|scientific name Paonias myops |
common name Small-eyed Sphinx
Open woodland and woodland edges, shrub areas, etc.
Adults have been collected in Alberta from mid-June through mid-July.
A large (4.5-7.5 cm wingspan) heavy-bodied moth with elongated forewings that are expanded and irregularly scalloped on the outer margin. The forewings are a mix of rich browns, pinks and yellow-orange. The hindwings are yellow-orange and brown, with a large black eyespot with a blue pupil. Body is dark orange brown. The similarly shaped P. excaecatus, is larger and has pink hindwings.
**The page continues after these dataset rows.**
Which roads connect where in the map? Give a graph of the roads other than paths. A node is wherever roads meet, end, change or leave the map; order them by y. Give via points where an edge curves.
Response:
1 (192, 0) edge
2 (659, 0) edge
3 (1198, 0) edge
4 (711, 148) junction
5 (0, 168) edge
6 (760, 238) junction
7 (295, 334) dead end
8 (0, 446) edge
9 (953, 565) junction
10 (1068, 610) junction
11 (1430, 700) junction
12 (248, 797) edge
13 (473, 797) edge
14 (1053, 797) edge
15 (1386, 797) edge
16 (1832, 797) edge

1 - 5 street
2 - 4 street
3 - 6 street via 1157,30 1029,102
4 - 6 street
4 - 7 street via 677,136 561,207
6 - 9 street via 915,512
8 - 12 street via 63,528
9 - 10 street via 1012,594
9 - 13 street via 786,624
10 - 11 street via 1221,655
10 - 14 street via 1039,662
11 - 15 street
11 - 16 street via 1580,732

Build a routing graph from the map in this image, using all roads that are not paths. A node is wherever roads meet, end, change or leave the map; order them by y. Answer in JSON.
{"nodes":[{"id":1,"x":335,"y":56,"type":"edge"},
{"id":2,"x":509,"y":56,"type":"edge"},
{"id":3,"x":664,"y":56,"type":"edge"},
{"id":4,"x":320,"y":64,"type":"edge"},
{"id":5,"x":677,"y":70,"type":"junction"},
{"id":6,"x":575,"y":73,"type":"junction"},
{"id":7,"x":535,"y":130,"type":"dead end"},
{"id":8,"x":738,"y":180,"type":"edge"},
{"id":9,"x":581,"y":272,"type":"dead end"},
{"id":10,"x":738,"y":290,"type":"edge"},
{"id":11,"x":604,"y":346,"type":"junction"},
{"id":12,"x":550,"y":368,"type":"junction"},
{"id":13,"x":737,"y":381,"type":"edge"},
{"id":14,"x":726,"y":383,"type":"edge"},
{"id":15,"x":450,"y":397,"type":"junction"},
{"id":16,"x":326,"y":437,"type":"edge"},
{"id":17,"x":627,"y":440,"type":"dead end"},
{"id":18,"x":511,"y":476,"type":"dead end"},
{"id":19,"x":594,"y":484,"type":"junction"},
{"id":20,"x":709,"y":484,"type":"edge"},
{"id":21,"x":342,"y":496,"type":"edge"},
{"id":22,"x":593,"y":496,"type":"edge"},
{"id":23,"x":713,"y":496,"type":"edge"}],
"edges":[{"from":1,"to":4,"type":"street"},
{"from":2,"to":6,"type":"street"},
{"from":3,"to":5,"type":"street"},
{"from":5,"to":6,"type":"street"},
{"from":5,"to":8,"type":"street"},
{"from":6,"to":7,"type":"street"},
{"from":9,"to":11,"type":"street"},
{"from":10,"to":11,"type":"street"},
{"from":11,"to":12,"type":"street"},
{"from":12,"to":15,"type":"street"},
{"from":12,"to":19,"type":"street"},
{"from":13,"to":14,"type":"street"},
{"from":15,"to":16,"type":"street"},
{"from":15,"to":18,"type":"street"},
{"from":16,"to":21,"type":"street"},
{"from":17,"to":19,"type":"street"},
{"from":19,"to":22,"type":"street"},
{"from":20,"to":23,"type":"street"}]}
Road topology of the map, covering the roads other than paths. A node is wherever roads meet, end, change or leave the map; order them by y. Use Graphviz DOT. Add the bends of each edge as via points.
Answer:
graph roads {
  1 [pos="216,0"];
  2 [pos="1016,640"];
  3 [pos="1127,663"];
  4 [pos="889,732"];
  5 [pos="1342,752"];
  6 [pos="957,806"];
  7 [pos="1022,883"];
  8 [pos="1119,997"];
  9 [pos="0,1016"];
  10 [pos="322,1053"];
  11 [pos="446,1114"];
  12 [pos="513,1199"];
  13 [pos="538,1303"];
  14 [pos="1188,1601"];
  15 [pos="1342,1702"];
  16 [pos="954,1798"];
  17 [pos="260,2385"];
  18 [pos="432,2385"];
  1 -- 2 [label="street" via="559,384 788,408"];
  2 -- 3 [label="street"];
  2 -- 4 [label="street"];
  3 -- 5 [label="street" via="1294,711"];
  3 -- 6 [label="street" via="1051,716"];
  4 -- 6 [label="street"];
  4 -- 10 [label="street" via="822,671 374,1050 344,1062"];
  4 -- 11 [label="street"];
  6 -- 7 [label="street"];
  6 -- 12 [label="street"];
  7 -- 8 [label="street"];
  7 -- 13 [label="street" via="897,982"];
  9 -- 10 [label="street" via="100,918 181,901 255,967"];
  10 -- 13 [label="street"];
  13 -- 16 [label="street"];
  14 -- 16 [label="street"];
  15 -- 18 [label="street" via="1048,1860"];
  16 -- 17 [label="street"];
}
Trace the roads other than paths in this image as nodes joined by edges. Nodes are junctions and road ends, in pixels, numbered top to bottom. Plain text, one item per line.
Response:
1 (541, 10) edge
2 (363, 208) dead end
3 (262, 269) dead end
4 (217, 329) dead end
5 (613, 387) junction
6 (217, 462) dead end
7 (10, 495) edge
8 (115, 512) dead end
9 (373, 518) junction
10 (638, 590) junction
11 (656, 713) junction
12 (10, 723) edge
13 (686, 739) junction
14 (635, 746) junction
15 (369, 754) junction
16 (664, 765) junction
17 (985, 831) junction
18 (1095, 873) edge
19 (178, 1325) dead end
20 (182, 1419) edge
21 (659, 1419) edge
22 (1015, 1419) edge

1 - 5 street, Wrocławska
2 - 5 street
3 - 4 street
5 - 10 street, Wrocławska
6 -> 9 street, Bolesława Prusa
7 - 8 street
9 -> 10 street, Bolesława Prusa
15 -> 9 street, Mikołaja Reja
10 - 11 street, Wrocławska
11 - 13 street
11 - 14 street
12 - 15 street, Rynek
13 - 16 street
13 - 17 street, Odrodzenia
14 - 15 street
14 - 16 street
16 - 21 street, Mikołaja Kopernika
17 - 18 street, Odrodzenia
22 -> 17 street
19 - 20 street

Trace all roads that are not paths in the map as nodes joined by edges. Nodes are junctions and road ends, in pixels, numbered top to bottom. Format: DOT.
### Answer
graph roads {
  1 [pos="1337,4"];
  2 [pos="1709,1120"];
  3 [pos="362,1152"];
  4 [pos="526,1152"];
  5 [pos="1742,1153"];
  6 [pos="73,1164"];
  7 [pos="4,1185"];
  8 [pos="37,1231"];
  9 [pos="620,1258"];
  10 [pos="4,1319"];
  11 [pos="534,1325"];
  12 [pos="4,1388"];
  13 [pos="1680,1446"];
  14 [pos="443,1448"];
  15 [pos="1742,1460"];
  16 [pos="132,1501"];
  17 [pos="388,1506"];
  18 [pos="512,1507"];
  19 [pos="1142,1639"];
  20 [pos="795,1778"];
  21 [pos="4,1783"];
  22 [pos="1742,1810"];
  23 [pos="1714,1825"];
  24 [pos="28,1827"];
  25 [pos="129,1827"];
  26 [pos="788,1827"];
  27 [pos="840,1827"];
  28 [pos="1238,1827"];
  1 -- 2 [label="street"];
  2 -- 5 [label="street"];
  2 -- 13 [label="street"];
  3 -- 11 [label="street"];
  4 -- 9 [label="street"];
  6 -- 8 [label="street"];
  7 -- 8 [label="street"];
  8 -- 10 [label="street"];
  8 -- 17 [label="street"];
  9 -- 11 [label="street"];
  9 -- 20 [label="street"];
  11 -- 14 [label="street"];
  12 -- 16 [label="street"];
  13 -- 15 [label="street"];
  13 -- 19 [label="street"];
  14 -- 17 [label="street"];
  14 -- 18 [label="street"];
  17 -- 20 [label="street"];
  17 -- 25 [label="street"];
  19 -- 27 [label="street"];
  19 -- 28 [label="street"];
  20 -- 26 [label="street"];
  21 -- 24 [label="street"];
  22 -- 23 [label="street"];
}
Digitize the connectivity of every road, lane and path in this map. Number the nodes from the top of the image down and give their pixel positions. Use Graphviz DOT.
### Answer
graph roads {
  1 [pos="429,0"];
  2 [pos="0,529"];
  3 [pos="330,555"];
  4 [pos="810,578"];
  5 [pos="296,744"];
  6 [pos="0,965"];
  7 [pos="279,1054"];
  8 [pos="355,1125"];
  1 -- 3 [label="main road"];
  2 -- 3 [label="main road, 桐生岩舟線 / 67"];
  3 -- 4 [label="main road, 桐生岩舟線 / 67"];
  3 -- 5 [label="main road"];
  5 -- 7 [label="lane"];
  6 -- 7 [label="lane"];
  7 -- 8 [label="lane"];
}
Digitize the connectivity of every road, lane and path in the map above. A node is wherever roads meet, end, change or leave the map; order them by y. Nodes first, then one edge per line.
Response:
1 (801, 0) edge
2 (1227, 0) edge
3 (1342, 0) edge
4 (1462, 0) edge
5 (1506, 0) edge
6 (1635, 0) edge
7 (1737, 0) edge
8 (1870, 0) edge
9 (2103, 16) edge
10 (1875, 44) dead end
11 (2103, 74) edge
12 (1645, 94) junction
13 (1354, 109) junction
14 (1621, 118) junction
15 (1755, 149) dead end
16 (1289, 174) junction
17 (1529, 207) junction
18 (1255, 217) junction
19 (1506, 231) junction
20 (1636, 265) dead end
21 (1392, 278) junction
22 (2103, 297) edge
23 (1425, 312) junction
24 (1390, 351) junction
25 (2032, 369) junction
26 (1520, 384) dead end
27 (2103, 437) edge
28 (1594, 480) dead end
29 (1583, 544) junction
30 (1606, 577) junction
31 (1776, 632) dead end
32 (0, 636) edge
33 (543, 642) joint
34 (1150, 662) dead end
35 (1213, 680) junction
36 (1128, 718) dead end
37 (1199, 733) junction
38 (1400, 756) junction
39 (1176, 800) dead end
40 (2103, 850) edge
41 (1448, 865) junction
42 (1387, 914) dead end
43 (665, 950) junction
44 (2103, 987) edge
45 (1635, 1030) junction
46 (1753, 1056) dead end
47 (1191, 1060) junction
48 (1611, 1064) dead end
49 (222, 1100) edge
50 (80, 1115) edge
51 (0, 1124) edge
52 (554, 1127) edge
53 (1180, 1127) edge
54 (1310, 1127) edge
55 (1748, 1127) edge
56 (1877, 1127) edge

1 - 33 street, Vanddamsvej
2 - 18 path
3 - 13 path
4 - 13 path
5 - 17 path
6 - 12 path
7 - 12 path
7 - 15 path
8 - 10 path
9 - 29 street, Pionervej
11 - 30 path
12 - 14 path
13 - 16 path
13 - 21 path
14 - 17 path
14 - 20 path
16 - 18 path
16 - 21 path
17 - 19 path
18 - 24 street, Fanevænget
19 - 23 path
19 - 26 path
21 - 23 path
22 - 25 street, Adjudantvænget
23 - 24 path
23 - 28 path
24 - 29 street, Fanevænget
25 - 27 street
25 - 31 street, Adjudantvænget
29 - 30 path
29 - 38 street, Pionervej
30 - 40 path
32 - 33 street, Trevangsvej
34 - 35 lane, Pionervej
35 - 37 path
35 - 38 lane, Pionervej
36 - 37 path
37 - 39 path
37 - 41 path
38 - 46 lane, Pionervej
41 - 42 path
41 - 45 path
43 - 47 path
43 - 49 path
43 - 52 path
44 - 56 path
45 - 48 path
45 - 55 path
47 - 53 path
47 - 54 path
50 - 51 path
Combination of large size, irregular wing-shape and yellow hindwings will separate the Small-eyed sphinx from all other Alberta moths.
The Small-eyed sphinx is nocturnal and comes to light. The larvae are solitary defoliators. There is a single brood each year.
Fairly widespread but uncommon; no concerns.
No Alberta data. Elsewhere reported larval hosts include a wide range of trees and shrubs, including Saskatoon (Amelanchier), various wild cherries (Prunus sp.), willow (Salix), birch (Betula), Grape (Vitis), Hazel (Corylus), hawthorn (Craetagus) and poplars (Populus).
Nova Scotia west to central BC, north into the southern edge of the boreal forest and south to northern Mexico. In Alberta, it is found mainly in the dry wooded valleys of the Grasslands and the Aspen Parklands, rarely north into the southern edge of the Boreal forest, and in the southern foothills.